They’re making the banks that everyone’s so keen to bash recently sound like Aung Sung Suu Kyi or something.
Well, Goldman Sachs, for instance, is a giant sucker-squid. It’s a parasite. To have your blood sucked you have to be alive. Vultures feast when you die. It’s an important distinction. Goldman needs the system to stay alive. The big established banks know that you have to leave a little bit for the birds to peck at. Someone has got to create value. Even the workers in the salt mines have to eat something! And you’ve got another book coming out, Billionaires and Ballot Bandits, which is about how these people are funding the US election, right?
Yes. I was investigating these scumbag vultures, and suddenly they decided they had to back Romney. The big banks, Goldman Sachs, JP Morgan, etc, are funding Obama. So the US election is vultures vs. parasites?
Yes, exactly. Republican and Democrat is the BS public label. It’s meaningless. You also investigated that massive oil rig blow out in the Gulf of Mexico, AKA the Deepwater Horizon explosion, AKA the greatest environmental disaster in US history. What did you find?

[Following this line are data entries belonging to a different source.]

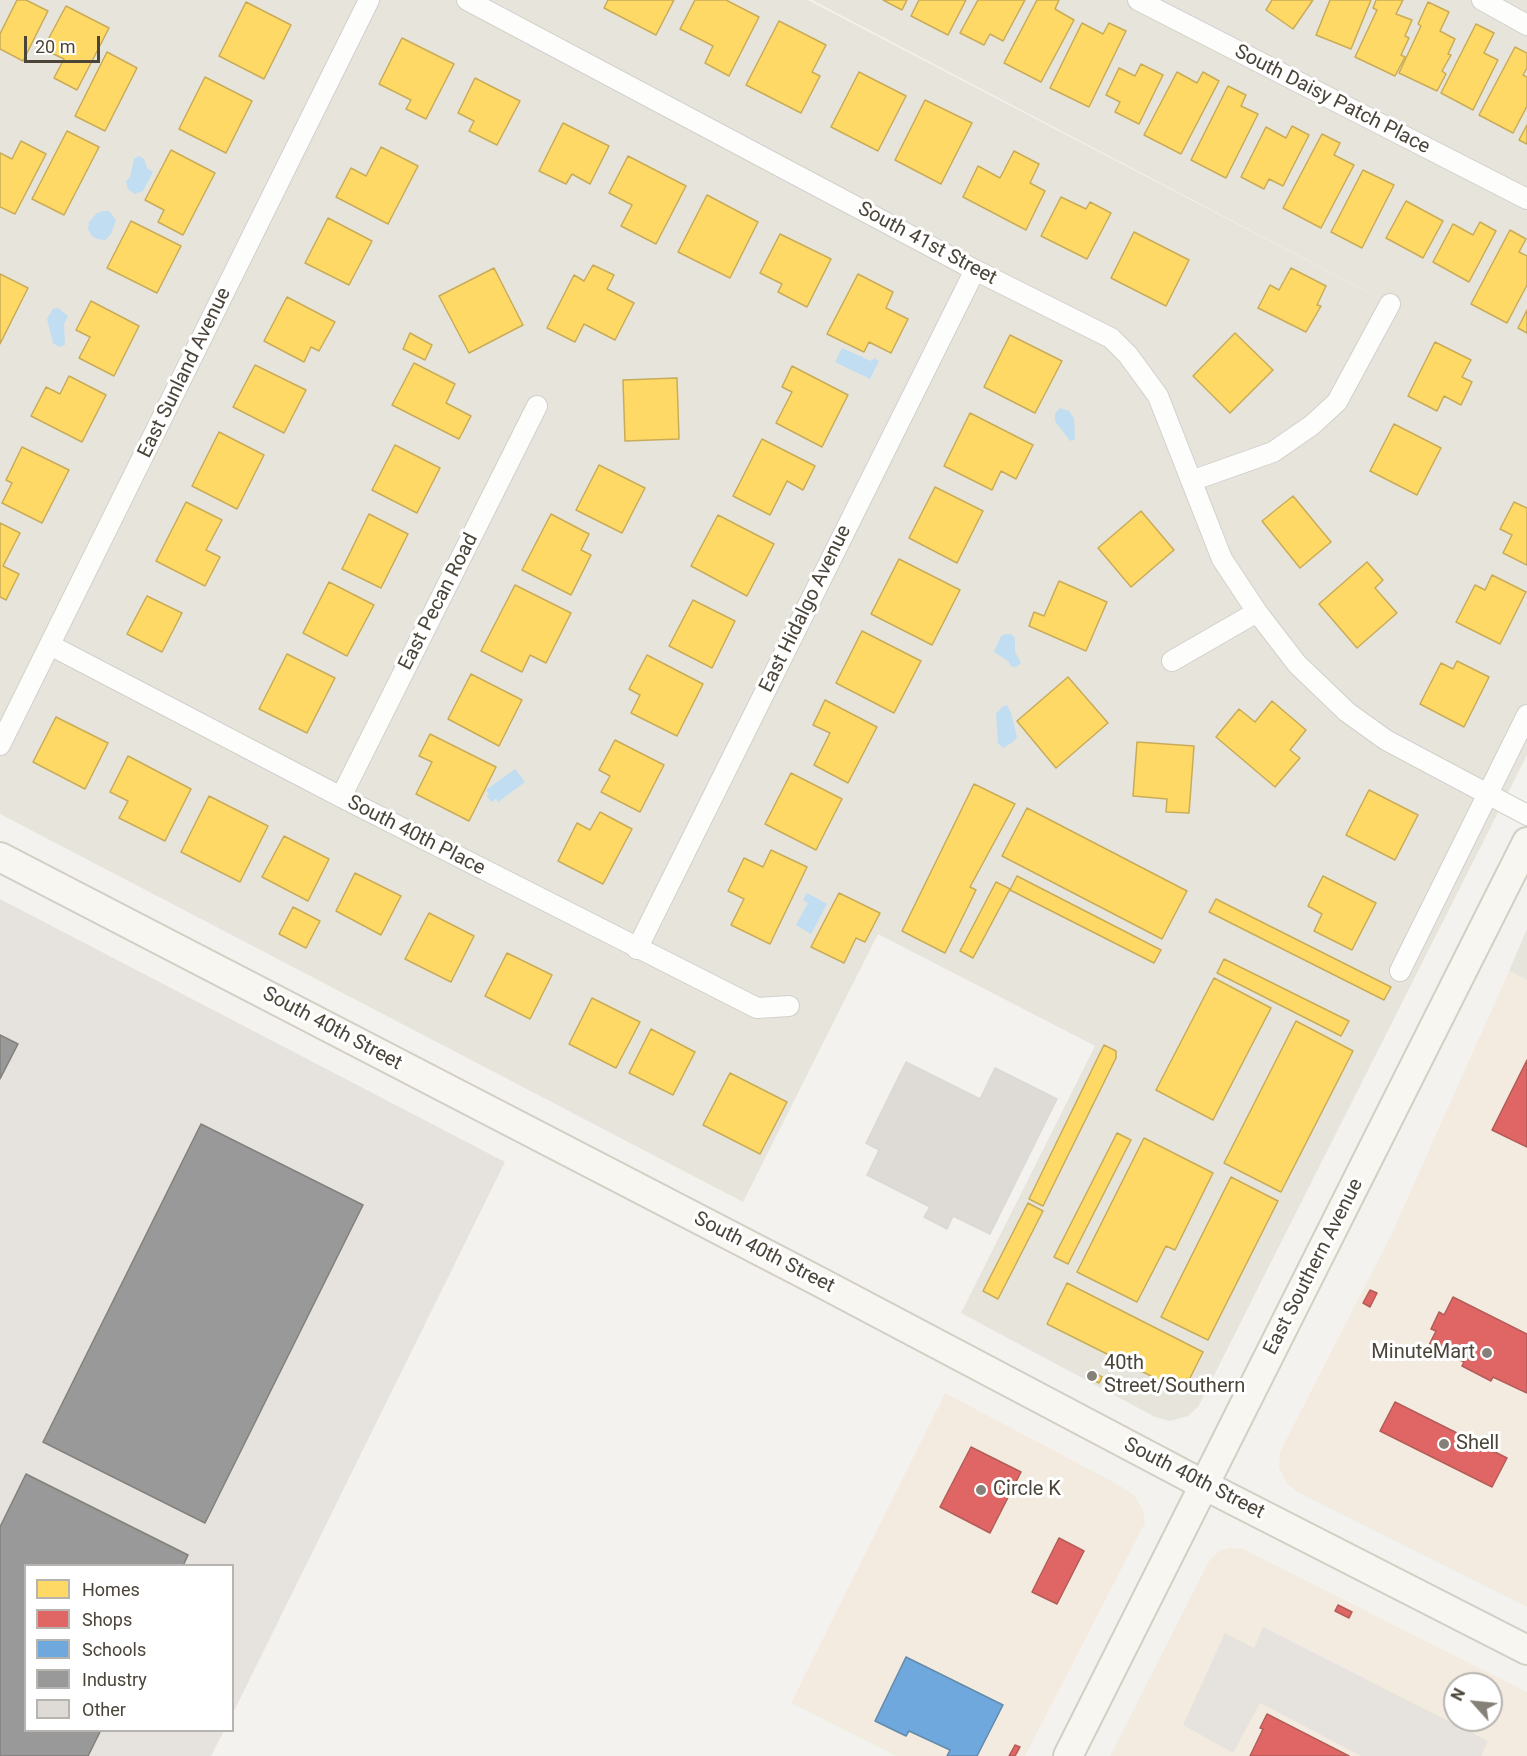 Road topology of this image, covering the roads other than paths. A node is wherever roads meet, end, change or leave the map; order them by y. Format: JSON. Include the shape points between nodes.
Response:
{"nodes":[{"id":1,"x":369,"y":0,"type":"edge"},
{"id":2,"x":466,"y":0,"type":"edge"},
{"id":3,"x":1138,"y":0,"type":"edge"},
{"id":4,"x":1482,"y":0,"type":"edge"},
{"id":5,"x":1527,"y":25,"type":"edge"},
{"id":6,"x":1527,"y":200,"type":"edge"},
{"id":7,"x":975,"y":270,"type":"junction"},
{"id":8,"x":1390,"y":304,"type":"dead end"},
{"id":9,"x":537,"y":406,"type":"dead end"},
{"id":10,"x":1191,"y":481,"type":"junction"},
{"id":11,"x":1257,"y":612,"type":"junction"},
{"id":12,"x":50,"y":645,"type":"junction"},
{"id":13,"x":1172,"y":661,"type":"dead end"},
{"id":14,"x":1527,"y":715,"type":"edge"},
{"id":15,"x":0,"y":745,"type":"edge"},
{"id":16,"x":1488,"y":794,"type":"junction"},
{"id":17,"x":341,"y":797,"type":"junction"},
{"id":18,"x":1527,"y":815,"type":"edge"},
{"id":19,"x":1527,"y":842,"type":"edge"},
{"id":20,"x":0,"y":857,"type":"edge"},
{"id":21,"x":638,"y":949,"type":"junction"},
{"id":22,"x":1400,"y":971,"type":"dead end"},
{"id":23,"x":789,"y":1006,"type":"dead end"},
{"id":24,"x":1204,"y":1485,"type":"junction"},
{"id":25,"x":1527,"y":1650,"type":"edge"},
{"id":26,"x":1068,"y":1756,"type":"edge"}],
"edges":[{"from":1,"to":12,"type":"street","name":"East Sunland Avenue"},
{"from":2,"to":7,"type":"street","name":"South 41st Street"},
{"from":3,"to":6,"type":"street","name":"South Daisy Patch Place"},
{"from":4,"to":5,"type":"street"},
{"from":7,"to":10,"type":"street","name":"South 41st Street","via":[[1111,338],[1158,396]]},
{"from":7,"to":21,"type":"street","name":"East Hidalgo Avenue"},
{"from":8,"to":10,"type":"street","via":[[1336,402],[1312,425],[1273,452]]},
{"from":9,"to":17,"type":"street","name":"East Pecan Road"},
{"from":10,"to":11,"type":"street","name":"South 41st Street","via":[[1222,559]]},
{"from":11,"to":13,"type":"street"},
{"from":11,"to":16,"type":"street","name":"South 41st Street","via":[[1297,664],[1347,712],[1386,740]]},
{"from":12,"to":15,"type":"street","name":"East Sunland Avenue"},
{"from":12,"to":17,"type":"street","name":"South 40th Place"},
{"from":14,"to":16,"type":"street"},
{"from":16,"to":18,"type":"street","name":"South 41st Street"},
{"from":16,"to":22,"type":"street"},
{"from":17,"to":21,"type":"street","name":"South 40th Place"},
{"from":19,"to":24,"type":"main road","name":"East Southern Avenue"},
{"from":20,"to":24,"type":"main road","name":"South 40th Street"},
{"from":21,"to":23,"type":"street","name":"South 40th Place","via":[[757,1008]]},
{"from":24,"to":25,"type":"main road","name":"South 40th Street"},
{"from":24,"to":26,"type":"main road","name":"East Southern Avenue"}]} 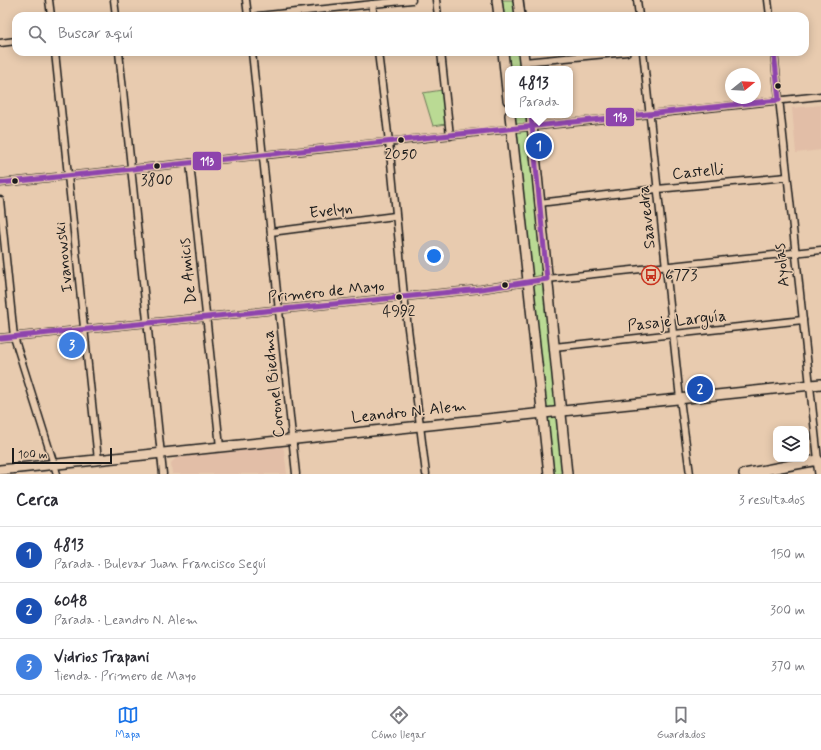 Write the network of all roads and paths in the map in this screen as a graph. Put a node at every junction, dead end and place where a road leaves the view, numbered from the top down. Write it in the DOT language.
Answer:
graph roads {
  1 [pos="49,0"];
  2 [pos="114,0"];
  3 [pos="246,0"];
  4 [pos="412,0"];
  5 [pos="436,0"];
  6 [pos="497,0"];
  7 [pos="518,0"];
  8 [pos="637,0"];
  9 [pos="768,0"];
  10 [pos="399,1"];
  11 [pos="372,4"];
  12 [pos="50,12"];
  13 [pos="116,12"];
  14 [pos="248,12"];
  15 [pos="296,12"];
  16 [pos="373,12"];
  17 [pos="438,12"];
  18 [pos="498,12"];
  19 [pos="520,12"];
  20 [pos="638,12"];
  21 [pos="770,12"];
  22 [pos="12,42"];
  23 [pos="0,43"];
  24 [pos="55,56"];
  25 [pos="119,56"];
  26 [pos="252,56"];
  27 [pos="378,56"];
  28 [pos="441,56"];
  29 [pos="503,56"];
  30 [pos="524,56"];
  31 [pos="598,56"];
  32 [pos="643,56"];
  33 [pos="774,56"];
  34 [pos="525,66"];
  35 [pos="505,71"];
  36 [pos="821,96"];
  37 [pos="779,100"];
  38 [pos="649,114"];
  39 [pos="510,118"];
  40 [pos="531,118"];
  41 [pos="532,127"];
  42 [pos="511,129"];
  43 [pos="450,136"];
  44 [pos="389,142"];
  45 [pos="263,156"];
  46 [pos="190,163"];
  47 [pos="132,170"];
  48 [pos="68,176"];
  49 [pos="787,177"];
  50 [pos="0,183"];
  51 [pos="657,189"];
  52 [pos="0,200"];
  53 [pos="539,203"];
  54 [pos="395,216"];
  55 [pos="271,232"];
  56 [pos="821,250"];
  57 [pos="795,253"];
  58 [pos="666,267"];
  59 [pos="547,279"];
  60 [pos="528,282"];
  61 [pos="404,296"];
  62 [pos="279,310"];
  63 [pos="206,317"];
  64 [pos="803,320"];
  65 [pos="147,323"];
  66 [pos="84,330"];
  67 [pos="673,334"];
  68 [pos="14,337"];
  69 [pos="0,338"];
  70 [pos="554,347"];
  71 [pos="821,384"];
  72 [pos="810,385"];
  73 [pos="680,400"];
  74 [pos="561,410"];
  75 [pos="542,413"];
  76 [pos="420,426"];
  77 [pos="293,439"];
  78 [pos="220,447"];
  79 [pos="161,453"];
  80 [pos="98,460"];
  81 [pos="818,460"];
  82 [pos="54,464"];
  83 [pos="0,470"];
  84 [pos="57,474"];
  85 [pos="163,474"];
  86 [pos="296,474"];
  87 [pos="426,474"];
  88 [pos="549,474"];
  89 [pos="567,474"];
  90 [pos="690,474"];
  91 [pos="744,474"];
  92 [pos="820,474"];
  1 -- 12 [label="street"];
  2 -- 13 [label="street"];
  3 -- 14 [label="street"];
  4 -- 10 [label="street"];
  5 -- 17 [label="street"];
  6 -- 18 [label="main road"];
  7 -- 19 [label="main road"];
  8 -- 20 [label="street"];
  9 -- 21 [label="street"];
  10 -- 11 [label="street"];
  11 -- 15 [label="street"];
  11 -- 16 [label="street"];
  22 -- 23 [label="street"];
  24 -- 48 [label="street, Ivanowski"];
  25 -- 47 [label="street"];
  26 -- 45 [label="street, Coronel Biedma"];
  27 -- 44 [label="street"];
  28 -- 43 [label="street"];
  29 -- 35 [label="main road"];
  30 -- 34 [label="main road"];
  31 -- 34 [label="street"];
  32 -- 38 [label="street, Saavedra"];
  33 -- 37 [label="street, Ayolas"];
  36 -- 37 [label="street"];
  37 -- 38 [label="street"];
  37 -- 49 [label="street, Ayolas"];
  38 -- 41 [label="street"];
  38 -- 51 [label="street, Saavedra"];
  39 -- 42 [label="main road"];
  40 -- 41 [label="main road"];
  41 -- 42 [label="street"];
  41 -- 53 [label="main road"];
  42 -- 43 [label="street"];
  42 -- 60 [label="main road"];
  43 -- 44 [label="street"];
  44 -- 45 [label="street"];
  44 -- 54 [label="street"];
  45 -- 46 [label="street"];
  45 -- 55 [label="street, Coronel Biedma"];
  46 -- 47 [label="street"];
  46 -- 63 [label="street, De Amicis"];
  47 -- 48 [label="street"];
  47 -- 65 [label="street"];
  48 -- 50 [label="street"];
  48 -- 66 [label="street, Ivanowski"];
  49 -- 51 [label="street, Castelli"];
  49 -- 57 [label="street, Ayolas"];
  51 -- 53 [label="street, Castelli"];
  51 -- 58 [label="street, Saavedra"];
  52 -- 68 [label="street"];
  53 -- 59 [label="main road"];
  54 -- 55 [label="street, Evelyn"];
  54 -- 61 [label="street"];
  55 -- 62 [label="street, Coronel Biedma"];
  56 -- 57 [label="street, Primero de Mayo"];
  57 -- 58 [label="street, Primero de Mayo"];
  57 -- 64 [label="street, Ayolas"];
  58 -- 59 [label="street, Primero de Mayo"];
  58 -- 67 [label="street, Saavedra"];
  59 -- 60 [label="street, Primero de Mayo"];
  59 -- 70 [label="main road"];
  60 -- 61 [label="street, Primero de Mayo"];
  60 -- 75 [label="main road"];
  61 -- 62 [label="street, Primero de Mayo"];
  61 -- 76 [label="street"];
  62 -- 63 [label="street, Primero de Mayo"];
  62 -- 77 [label="street, Coronel Biedma"];
  63 -- 65 [label="street, Primero de Mayo"];
  63 -- 78 [label="street, De Amicis"];
  64 -- 67 [label="street, Pasaje Larguía"];
  64 -- 72 [label="street, Ayolas"];
  65 -- 66 [label="street, Primero de Mayo"];
  65 -- 79 [label="street"];
  66 -- 68 [label="street, Primero de Mayo"];
  66 -- 80 [label="street, Ivanowski"];
  67 -- 70 [label="street, Pasaje Larguía"];
  67 -- 73 [label="street, Saavedra"];
  68 -- 69 [label="street, Primero de Mayo"];
  68 -- 82 [label="street"];
  70 -- 74 [label="main road"];
  71 -- 72 [label="main road, Leandro N. Alem"];
  72 -- 73 [label="main road, Leandro N. Alem"];
  72 -- 81 [label="street, Ayolas"];
  73 -- 74 [label="main road, Leandro N. Alem"];
  73 -- 90 [label="street, Saavedra"];
  74 -- 75 [label="main road, Leandro N. Alem"];
  74 -- 89 [label="main road"];
  75 -- 76 [label="main road, Leandro N. Alem"];
  75 -- 88 [label="main road"];
  76 -- 77 [label="main road, Leandro N. Alem"];
  76 -- 87 [label="street"];
  77 -- 78 [label="main road, Leandro N. Alem"];
  77 -- 86 [label="street, Coronel Biedma"];
  78 -- 79 [label="main road, Leandro N. Alem"];
  79 -- 80 [label="main road, Leandro N. Alem"];
  79 -- 85 [label="street"];
  80 -- 82 [label="main road, Leandro N. Alem"];
  81 -- 91 [label="main road"];
  81 -- 92 [label="main road, Ayolas"];
  82 -- 83 [label="main road, Leandro N. Alem"];
  82 -- 84 [label="street"];
}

This is important: The Deepwater Horizon explosion was not an accident, it was a homicide. And I use that term with great caution. I work with a lawyer and under US law this was negligent homicide. A similar explosion had already happened in the Caspian sea. I had to go to Baku in Azerbaijan to confirm this. They covered it up, and for a good reason. One: Offshore drilling and deepwater drilling is inherently dangerous. Two: They’re saving millions of dollars using a cheap-ass cement process. BP knew that this was utterly dangerous and they did it anyway.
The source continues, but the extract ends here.